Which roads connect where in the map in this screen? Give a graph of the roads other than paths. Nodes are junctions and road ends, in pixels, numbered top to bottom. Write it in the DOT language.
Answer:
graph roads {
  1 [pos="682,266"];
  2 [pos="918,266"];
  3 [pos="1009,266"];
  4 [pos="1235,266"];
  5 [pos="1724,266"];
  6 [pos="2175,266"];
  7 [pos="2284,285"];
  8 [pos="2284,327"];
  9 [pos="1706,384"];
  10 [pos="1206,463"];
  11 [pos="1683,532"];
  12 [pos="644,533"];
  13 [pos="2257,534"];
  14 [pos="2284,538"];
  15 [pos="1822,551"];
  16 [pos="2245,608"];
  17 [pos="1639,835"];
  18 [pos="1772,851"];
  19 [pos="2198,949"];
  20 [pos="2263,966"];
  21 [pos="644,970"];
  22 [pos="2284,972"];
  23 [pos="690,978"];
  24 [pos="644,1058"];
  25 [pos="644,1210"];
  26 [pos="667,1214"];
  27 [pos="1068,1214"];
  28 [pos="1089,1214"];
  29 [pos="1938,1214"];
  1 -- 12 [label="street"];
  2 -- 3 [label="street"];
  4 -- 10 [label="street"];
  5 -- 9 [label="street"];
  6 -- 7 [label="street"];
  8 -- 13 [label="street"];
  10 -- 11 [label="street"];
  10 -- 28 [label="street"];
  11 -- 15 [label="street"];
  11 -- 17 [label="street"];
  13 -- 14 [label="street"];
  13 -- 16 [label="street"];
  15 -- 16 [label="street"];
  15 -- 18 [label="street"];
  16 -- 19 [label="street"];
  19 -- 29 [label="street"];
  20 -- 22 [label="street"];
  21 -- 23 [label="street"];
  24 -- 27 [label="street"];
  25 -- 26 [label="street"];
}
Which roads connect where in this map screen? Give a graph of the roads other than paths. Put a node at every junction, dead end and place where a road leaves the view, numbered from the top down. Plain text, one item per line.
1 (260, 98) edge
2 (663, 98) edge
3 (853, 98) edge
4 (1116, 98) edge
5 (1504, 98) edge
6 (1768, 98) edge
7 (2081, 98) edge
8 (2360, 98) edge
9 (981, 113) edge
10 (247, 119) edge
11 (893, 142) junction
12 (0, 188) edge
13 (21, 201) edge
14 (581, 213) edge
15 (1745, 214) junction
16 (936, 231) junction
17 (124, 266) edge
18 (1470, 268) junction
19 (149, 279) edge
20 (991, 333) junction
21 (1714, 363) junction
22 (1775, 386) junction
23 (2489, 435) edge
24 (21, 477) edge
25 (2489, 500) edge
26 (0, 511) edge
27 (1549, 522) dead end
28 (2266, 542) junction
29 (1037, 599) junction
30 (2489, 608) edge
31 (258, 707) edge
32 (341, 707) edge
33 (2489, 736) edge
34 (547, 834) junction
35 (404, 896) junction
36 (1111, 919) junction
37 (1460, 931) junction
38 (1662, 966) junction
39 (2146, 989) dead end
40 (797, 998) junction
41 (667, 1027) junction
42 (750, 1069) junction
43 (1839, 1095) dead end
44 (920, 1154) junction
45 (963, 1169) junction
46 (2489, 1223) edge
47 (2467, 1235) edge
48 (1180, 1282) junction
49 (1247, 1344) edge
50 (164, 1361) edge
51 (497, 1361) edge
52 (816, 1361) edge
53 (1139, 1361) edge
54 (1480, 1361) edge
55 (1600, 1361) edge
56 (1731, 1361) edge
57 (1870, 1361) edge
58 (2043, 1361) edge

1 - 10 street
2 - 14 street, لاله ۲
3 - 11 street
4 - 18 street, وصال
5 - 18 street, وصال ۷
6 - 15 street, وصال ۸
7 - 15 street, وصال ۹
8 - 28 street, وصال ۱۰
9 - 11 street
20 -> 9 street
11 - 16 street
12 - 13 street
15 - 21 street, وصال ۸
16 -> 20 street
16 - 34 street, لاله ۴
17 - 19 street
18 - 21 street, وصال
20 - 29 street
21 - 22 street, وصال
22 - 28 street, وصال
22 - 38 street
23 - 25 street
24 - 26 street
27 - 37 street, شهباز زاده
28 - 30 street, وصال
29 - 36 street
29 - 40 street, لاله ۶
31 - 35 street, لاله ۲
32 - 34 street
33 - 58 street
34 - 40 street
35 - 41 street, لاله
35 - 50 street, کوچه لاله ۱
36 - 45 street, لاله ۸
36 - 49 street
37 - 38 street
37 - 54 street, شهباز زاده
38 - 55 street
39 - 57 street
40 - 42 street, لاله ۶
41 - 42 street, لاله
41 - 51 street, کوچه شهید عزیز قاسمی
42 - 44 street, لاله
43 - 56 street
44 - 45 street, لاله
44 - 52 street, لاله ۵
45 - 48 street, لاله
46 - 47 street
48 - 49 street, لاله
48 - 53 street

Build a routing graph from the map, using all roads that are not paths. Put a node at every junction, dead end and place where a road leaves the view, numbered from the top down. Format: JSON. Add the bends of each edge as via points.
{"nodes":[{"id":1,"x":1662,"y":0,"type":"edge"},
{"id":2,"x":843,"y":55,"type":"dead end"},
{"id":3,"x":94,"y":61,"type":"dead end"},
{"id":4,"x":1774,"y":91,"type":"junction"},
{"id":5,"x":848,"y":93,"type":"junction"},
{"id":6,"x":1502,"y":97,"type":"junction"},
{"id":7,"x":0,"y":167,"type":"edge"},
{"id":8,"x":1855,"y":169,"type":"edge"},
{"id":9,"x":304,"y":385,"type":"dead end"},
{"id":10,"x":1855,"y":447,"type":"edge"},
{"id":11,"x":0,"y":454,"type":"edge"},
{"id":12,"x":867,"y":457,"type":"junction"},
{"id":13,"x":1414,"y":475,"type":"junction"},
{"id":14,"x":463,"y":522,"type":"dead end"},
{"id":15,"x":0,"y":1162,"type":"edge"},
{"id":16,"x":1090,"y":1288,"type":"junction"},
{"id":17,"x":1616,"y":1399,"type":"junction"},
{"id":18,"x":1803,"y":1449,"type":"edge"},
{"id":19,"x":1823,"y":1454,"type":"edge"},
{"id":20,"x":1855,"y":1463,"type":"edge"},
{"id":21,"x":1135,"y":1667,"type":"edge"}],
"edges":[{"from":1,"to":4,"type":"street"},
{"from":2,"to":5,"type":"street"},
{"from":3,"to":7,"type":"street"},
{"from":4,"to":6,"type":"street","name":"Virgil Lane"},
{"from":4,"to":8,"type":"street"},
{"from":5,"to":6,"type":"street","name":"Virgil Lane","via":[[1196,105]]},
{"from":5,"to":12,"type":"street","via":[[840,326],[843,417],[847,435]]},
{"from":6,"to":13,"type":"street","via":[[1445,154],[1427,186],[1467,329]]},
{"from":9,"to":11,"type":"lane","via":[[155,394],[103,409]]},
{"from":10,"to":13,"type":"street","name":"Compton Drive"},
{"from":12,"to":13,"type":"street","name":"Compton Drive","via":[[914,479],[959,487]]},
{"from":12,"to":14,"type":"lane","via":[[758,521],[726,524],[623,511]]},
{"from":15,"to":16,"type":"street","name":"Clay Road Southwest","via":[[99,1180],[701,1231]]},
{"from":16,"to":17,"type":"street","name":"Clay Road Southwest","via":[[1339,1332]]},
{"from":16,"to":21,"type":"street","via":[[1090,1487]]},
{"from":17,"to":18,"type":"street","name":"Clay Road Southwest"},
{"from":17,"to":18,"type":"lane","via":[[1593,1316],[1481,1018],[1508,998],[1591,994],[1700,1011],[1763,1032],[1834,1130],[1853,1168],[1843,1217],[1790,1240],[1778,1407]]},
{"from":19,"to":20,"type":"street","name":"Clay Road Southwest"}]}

------------------------------------------------------------

## WORK REQUIRED
Would you return all of the data exactly as it stands above?

## RESPONSE AREA
Which roads connect where in the map in this screen? Give a graph of the roads other than paths. Nodes are junctions and road ends, in pixels, numbered top to bottom. Write it in the DOT language.
Answer:
graph roads {
  1 [pos="682,266"];
  2 [pos="918,266"];
  3 [pos="1009,266"];
  4 [pos="1235,266"];
  5 [pos="1724,266"];
  6 [pos="2175,266"];
  7 [pos="2284,285"];
  8 [pos="2284,327"];
  9 [pos="1706,384"];
  10 [pos="1206,463"];
  11 [pos="1683,532"];
  12 [pos="644,533"];
  13 [pos="2257,534"];
  14 [pos="2284,538"];
  15 [pos="1822,551"];
  16 [pos="2245,608"];
  17 [pos="1639,835"];
  18 [pos="1772,851"];
  19 [pos="2198,949"];
  20 [pos="2263,966"];
  21 [pos="644,970"];
  22 [pos="2284,972"];
  23 [pos="690,978"];
  24 [pos="644,1058"];
  25 [pos="644,1210"];
  26 [pos="667,1214"];
  27 [pos="1068,1214"];
  28 [pos="1089,1214"];
  29 [pos="1938,1214"];
  1 -- 12 [label="street"];
  2 -- 3 [label="street"];
  4 -- 10 [label="street"];
  5 -- 9 [label="street"];
  6 -- 7 [label="street"];
  8 -- 13 [label="street"];
  10 -- 11 [label="street"];
  10 -- 28 [label="street"];
  11 -- 15 [label="street"];
  11 -- 17 [label="street"];
  13 -- 14 [label="street"];
  13 -- 16 [label="street"];
  15 -- 16 [label="street"];
  15 -- 18 [label="street"];
  16 -- 19 [label="street"];
  19 -- 29 [label="street"];
  20 -- 22 [label="street"];
  21 -- 23 [label="street"];
  24 -- 27 [label="street"];
  25 -- 26 [label="street"];
}
Which roads connect where in this map screen? Give a graph of the roads other than paths. Put a node at every junction, dead end and place where a road leaves the view, numbered from the top down. Plain text, one item per line.
1 (260, 98) edge
2 (663, 98) edge
3 (853, 98) edge
4 (1116, 98) edge
5 (1504, 98) edge
6 (1768, 98) edge
7 (2081, 98) edge
8 (2360, 98) edge
9 (981, 113) edge
10 (247, 119) edge
11 (893, 142) junction
12 (0, 188) edge
13 (21, 201) edge
14 (581, 213) edge
15 (1745, 214) junction
16 (936, 231) junction
17 (124, 266) edge
18 (1470, 268) junction
19 (149, 279) edge
20 (991, 333) junction
21 (1714, 363) junction
22 (1775, 386) junction
23 (2489, 435) edge
24 (21, 477) edge
25 (2489, 500) edge
26 (0, 511) edge
27 (1549, 522) dead end
28 (2266, 542) junction
29 (1037, 599) junction
30 (2489, 608) edge
31 (258, 707) edge
32 (341, 707) edge
33 (2489, 736) edge
34 (547, 834) junction
35 (404, 896) junction
36 (1111, 919) junction
37 (1460, 931) junction
38 (1662, 966) junction
39 (2146, 989) dead end
40 (797, 998) junction
41 (667, 1027) junction
42 (750, 1069) junction
43 (1839, 1095) dead end
44 (920, 1154) junction
45 (963, 1169) junction
46 (2489, 1223) edge
47 (2467, 1235) edge
48 (1180, 1282) junction
49 (1247, 1344) edge
50 (164, 1361) edge
51 (497, 1361) edge
52 (816, 1361) edge
53 (1139, 1361) edge
54 (1480, 1361) edge
55 (1600, 1361) edge
56 (1731, 1361) edge
57 (1870, 1361) edge
58 (2043, 1361) edge

1 - 10 street
2 - 14 street, لاله ۲
3 - 11 street
4 - 18 street, وصال
5 - 18 street, وصال ۷
6 - 15 street, وصال ۸
7 - 15 street, وصال ۹
8 - 28 street, وصال ۱۰
9 - 11 street
20 -> 9 street
11 - 16 street
12 - 13 street
15 - 21 street, وصال ۸
16 -> 20 street
16 - 34 street, لاله ۴
17 - 19 street
18 - 21 street, وصال
20 - 29 street
21 - 22 street, وصال
22 - 28 street, وصال
22 - 38 street
23 - 25 street
24 - 26 street
27 - 37 street, شهباز زاده
28 - 30 street, وصال
29 - 36 street
29 - 40 street, لاله ۶
31 - 35 street, لاله ۲
32 - 34 street
33 - 58 street
34 - 40 street
35 - 41 street, لاله
35 - 50 street, کوچه لاله ۱
36 - 45 street, لاله ۸
36 - 49 street
37 - 38 street
37 - 54 street, شهباز زاده
38 - 55 street
39 - 57 street
40 - 42 street, لاله ۶
41 - 42 street, لاله
41 - 51 street, کوچه شهید عزیز قاسمی
42 - 44 street, لاله
43 - 56 street
44 - 45 street, لاله
44 - 52 street, لاله ۵
45 - 48 street, لاله
46 - 47 street
48 - 49 street, لاله
48 - 53 street

Build a routing graph from the map, using all roads that are not paths. Put a node at every junction, dead end and place where a road leaves the view, numbered from the top down. Format: JSON. Add the bends of each edge as via points.
{"nodes":[{"id":1,"x":1662,"y":0,"type":"edge"},
{"id":2,"x":843,"y":55,"type":"dead end"},
{"id":3,"x":94,"y":61,"type":"dead end"},
{"id":4,"x":1774,"y":91,"type":"junction"},
{"id":5,"x":848,"y":93,"type":"junction"},
{"id":6,"x":1502,"y":97,"type":"junction"},
{"id":7,"x":0,"y":167,"type":"edge"},
{"id":8,"x":1855,"y":169,"type":"edge"},
{"id":9,"x":304,"y":385,"type":"dead end"},
{"id":10,"x":1855,"y":447,"type":"edge"},
{"id":11,"x":0,"y":454,"type":"edge"},
{"id":12,"x":867,"y":457,"type":"junction"},
{"id":13,"x":1414,"y":475,"type":"junction"},
{"id":14,"x":463,"y":522,"type":"dead end"},
{"id":15,"x":0,"y":1162,"type":"edge"},
{"id":16,"x":1090,"y":1288,"type":"junction"},
{"id":17,"x":1616,"y":1399,"type":"junction"},
{"id":18,"x":1803,"y":1449,"type":"edge"},
{"id":19,"x":1823,"y":1454,"type":"edge"},
{"id":20,"x":1855,"y":1463,"type":"edge"},
{"id":21,"x":1135,"y":1667,"type":"edge"}],
"edges":[{"from":1,"to":4,"type":"street"},
{"from":2,"to":5,"type":"street"},
{"from":3,"to":7,"type":"street"},
{"from":4,"to":6,"type":"street","name":"Virgil Lane"},
{"from":4,"to":8,"type":"street"},
{"from":5,"to":6,"type":"street","name":"Virgil Lane","via":[[1196,105]]},
{"from":5,"to":12,"type":"street","via":[[840,326],[843,417],[847,435]]},
{"from":6,"to":13,"type":"street","via":[[1445,154],[1427,186],[1467,329]]},
{"from":9,"to":11,"type":"lane","via":[[155,394],[103,409]]},
{"from":10,"to":13,"type":"street","name":"Compton Drive"},
{"from":12,"to":13,"type":"street","name":"Compton Drive","via":[[914,479],[959,487]]},
{"from":12,"to":14,"type":"lane","via":[[758,521],[726,524],[623,511]]},
{"from":15,"to":16,"type":"street","name":"Clay Road Southwest","via":[[99,1180],[701,1231]]},
{"from":16,"to":17,"type":"street","name":"Clay Road Southwest","via":[[1339,1332]]},
{"from":16,"to":21,"type":"street","via":[[1090,1487]]},
{"from":17,"to":18,"type":"street","name":"Clay Road Southwest"},
{"from":17,"to":18,"type":"lane","via":[[1593,1316],[1481,1018],[1508,998],[1591,994],[1700,1011],[1763,1032],[1834,1130],[1853,1168],[1843,1217],[1790,1240],[1778,1407]]},
{"from":19,"to":20,"type":"street","name":"Clay Road Southwest"}]}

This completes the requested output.